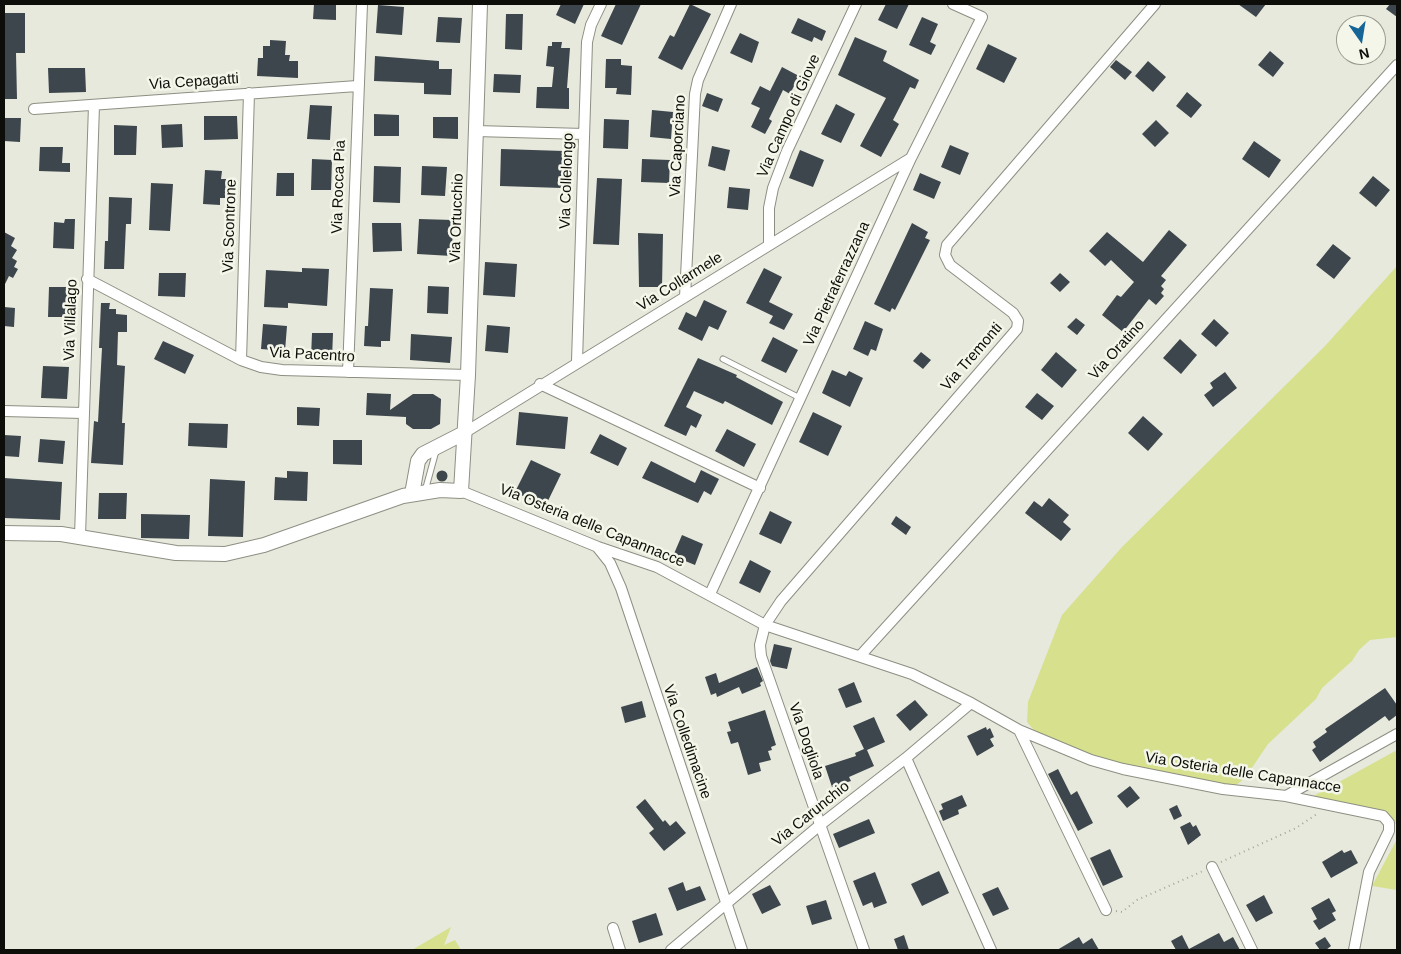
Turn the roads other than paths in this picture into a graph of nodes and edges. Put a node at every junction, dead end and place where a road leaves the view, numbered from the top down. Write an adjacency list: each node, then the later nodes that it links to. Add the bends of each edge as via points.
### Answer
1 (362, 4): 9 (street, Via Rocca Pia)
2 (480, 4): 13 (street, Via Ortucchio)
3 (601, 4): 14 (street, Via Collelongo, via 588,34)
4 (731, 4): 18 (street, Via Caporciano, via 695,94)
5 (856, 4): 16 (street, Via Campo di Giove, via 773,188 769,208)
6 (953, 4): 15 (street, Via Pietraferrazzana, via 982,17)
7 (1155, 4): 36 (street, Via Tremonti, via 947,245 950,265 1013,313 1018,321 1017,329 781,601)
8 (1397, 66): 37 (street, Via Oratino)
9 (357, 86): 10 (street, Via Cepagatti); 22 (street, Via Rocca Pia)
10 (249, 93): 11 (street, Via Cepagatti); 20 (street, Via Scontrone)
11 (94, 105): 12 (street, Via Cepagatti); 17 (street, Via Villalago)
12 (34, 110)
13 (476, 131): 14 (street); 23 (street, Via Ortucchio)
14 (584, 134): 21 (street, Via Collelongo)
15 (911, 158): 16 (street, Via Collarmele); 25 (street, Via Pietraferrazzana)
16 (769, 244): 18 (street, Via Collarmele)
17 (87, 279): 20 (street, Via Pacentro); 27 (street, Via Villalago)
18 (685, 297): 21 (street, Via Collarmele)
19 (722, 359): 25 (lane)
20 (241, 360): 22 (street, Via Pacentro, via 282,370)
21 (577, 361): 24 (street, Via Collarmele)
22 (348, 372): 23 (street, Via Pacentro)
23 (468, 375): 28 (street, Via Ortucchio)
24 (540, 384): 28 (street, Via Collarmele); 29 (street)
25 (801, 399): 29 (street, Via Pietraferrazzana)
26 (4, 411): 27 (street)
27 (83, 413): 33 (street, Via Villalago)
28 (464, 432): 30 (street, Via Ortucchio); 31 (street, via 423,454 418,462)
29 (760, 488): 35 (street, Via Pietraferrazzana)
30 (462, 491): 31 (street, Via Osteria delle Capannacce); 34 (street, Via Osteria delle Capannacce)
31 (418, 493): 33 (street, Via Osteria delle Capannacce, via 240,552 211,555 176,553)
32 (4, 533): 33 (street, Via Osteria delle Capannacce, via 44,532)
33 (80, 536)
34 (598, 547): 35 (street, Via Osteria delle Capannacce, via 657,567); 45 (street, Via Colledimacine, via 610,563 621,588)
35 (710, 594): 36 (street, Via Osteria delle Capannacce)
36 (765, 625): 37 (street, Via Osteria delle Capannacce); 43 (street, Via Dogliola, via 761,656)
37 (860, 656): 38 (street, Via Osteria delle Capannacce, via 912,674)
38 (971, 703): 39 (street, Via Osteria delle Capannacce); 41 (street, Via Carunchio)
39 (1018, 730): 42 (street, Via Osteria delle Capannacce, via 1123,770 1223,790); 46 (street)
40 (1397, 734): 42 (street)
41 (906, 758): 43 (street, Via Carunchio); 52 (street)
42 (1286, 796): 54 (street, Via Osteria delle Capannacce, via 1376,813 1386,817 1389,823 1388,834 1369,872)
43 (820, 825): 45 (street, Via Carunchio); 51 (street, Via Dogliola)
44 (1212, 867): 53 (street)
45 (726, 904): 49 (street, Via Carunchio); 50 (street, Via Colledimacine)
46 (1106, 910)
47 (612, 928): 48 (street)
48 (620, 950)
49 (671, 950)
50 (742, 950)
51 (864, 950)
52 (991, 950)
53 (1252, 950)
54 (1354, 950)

--

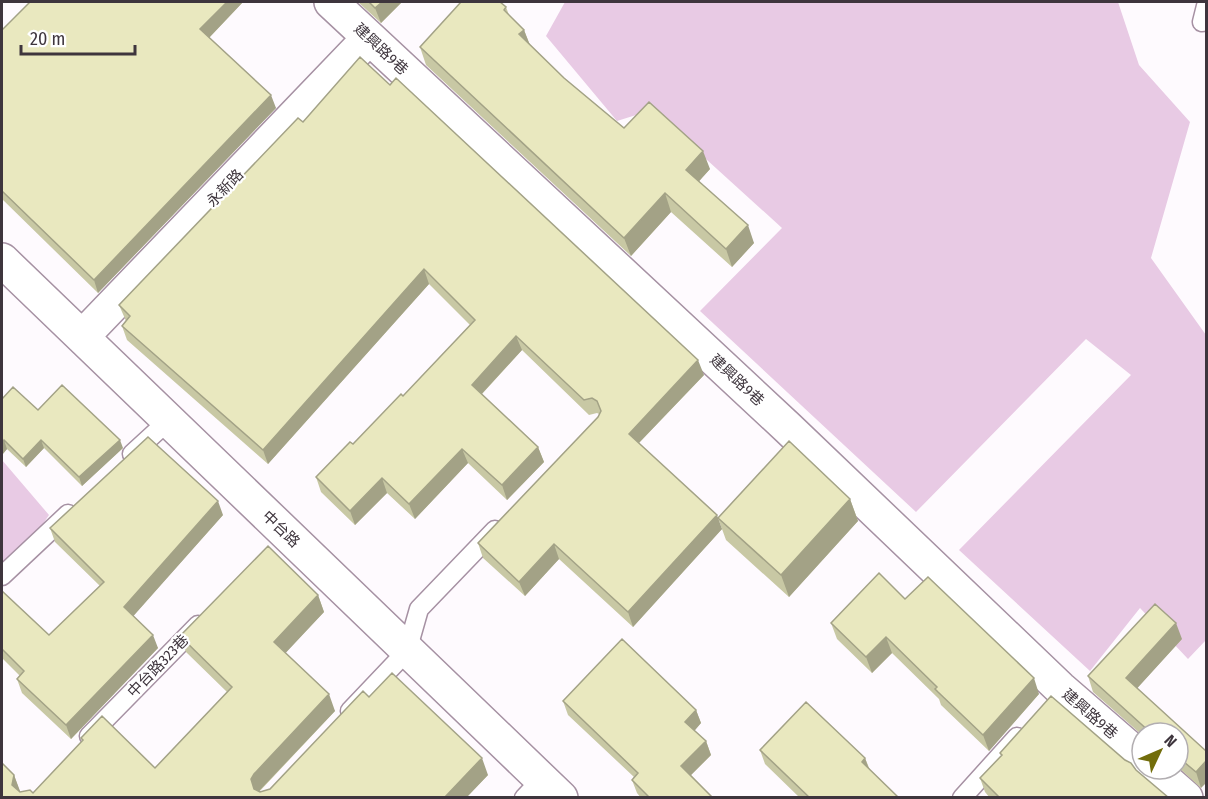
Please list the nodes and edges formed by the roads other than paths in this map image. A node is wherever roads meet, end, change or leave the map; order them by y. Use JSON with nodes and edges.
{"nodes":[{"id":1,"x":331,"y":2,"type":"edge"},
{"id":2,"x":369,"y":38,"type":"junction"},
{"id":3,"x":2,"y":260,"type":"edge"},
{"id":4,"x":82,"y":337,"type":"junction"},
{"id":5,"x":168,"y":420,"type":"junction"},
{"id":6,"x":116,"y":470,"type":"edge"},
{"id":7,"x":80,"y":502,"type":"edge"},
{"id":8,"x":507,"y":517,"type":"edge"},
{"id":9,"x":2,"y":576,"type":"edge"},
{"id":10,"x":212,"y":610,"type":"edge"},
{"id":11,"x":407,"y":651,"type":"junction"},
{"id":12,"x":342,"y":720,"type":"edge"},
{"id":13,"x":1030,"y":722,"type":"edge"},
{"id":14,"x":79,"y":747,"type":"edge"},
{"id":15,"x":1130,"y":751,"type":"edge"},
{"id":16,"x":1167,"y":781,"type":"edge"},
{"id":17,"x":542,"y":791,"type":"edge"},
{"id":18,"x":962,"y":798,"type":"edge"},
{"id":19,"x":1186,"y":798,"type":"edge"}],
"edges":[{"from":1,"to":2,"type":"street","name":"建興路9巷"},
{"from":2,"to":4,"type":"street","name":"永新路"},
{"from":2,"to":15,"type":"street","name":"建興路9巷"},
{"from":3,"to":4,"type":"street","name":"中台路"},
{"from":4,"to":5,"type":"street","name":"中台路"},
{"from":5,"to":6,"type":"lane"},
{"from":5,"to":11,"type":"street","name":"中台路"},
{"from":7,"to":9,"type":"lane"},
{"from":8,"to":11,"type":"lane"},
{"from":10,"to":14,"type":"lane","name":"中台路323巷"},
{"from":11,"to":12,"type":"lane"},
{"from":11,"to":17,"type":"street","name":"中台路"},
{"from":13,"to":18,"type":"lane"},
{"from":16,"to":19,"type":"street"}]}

To do = If a line in the entries above has the word "Osteria", copy it.

Problem solution =
30 (462, 491): 31 (street, Via Osteria delle Capannacce); 34 (street, Via Osteria delle Capannacce)
31 (418, 493): 33 (street, Via Osteria delle Capannacce, via 240,552 211,555 176,553)
32 (4, 533): 33 (street, Via Osteria delle Capannacce, via 44,532)
34 (598, 547): 35 (street, Via Osteria delle Capannacce, via 657,567); 45 (street, Via Colledimacine, via 610,563 621,588)
35 (710, 594): 36 (street, Via Osteria delle Capannacce)
36 (765, 625): 37 (street, Via Osteria delle Capannacce); 43 (street, Via Dogliola, via 761,656)
37 (860, 656): 38 (street, Via Osteria delle Capannacce, via 912,674)
38 (971, 703): 39 (street, Via Osteria delle Capannacce); 41 (street, Via Carunchio)
39 (1018, 730): 42 (street, Via Osteria delle Capannacce, via 1123,770 1223,790); 46 (street)
42 (1286, 796): 54 (street, Via Osteria delle Capannacce, via 1376,813 1386,817 1389,823 1388,834 1369,872)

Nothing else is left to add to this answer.